This work stems from three observations on prior Just-In-Time Software Defect
Prediction (JIT-SDP) models. First, prior studies treat the JIT-SDP problem
solely as a classification problem. Second, prior JIT-SDP studies do not
consider that class balancing processing may change the underlying
characteristics of software changeset data. Third, only a single source of
concept drift, the class imbalance evolution is addressed in prior JIT-SDP
incremental learning models.
We propose an incremental learning framework called CPI-JIT for JIT-SDP.

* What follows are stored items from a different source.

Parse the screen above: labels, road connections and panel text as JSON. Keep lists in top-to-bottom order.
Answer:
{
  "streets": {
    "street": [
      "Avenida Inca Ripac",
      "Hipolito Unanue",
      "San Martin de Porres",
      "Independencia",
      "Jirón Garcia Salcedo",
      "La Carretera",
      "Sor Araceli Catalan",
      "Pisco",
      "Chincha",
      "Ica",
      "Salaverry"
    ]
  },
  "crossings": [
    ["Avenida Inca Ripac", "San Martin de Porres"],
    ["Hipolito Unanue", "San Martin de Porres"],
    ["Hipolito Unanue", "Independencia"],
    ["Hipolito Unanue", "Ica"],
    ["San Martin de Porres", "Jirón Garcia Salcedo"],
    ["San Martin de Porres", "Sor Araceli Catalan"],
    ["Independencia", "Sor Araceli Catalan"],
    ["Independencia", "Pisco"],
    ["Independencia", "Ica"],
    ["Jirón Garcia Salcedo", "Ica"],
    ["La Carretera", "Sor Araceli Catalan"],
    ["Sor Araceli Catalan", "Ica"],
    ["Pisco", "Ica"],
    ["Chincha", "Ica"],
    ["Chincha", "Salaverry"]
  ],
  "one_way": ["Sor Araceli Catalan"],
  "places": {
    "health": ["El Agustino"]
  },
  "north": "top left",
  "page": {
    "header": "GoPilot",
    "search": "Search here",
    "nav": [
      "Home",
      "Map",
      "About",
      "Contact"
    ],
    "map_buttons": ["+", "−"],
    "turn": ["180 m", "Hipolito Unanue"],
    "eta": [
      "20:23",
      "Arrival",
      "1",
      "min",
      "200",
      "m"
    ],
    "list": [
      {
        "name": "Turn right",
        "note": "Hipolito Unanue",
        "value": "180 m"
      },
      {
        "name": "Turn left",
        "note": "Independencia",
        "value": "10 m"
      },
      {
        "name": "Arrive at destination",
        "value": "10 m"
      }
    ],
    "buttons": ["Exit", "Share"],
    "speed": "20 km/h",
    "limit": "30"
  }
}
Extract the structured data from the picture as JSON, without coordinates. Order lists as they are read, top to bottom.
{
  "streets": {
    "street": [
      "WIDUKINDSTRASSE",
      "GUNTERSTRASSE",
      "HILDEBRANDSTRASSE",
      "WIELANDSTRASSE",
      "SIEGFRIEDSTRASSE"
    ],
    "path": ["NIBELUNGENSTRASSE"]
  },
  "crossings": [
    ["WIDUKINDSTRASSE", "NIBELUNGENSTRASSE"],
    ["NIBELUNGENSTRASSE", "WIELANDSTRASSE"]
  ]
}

First, in addition to a classification modeling component, the framework
includes a time-series forecast modeling component in order to learn temporal
interdependent relationship in the changesets. Second, the framework features a
purposefully designed over-sampling balancing technique based on SMOTE and
Principal Curves called SMOTE-PC. SMOTE-PC preserves the underlying
distribution of software changeset data.
In this framework, we propose an incremental deep neural network model called
DeepICP. Via an evaluation using \numprojs software projects, we show that: 1)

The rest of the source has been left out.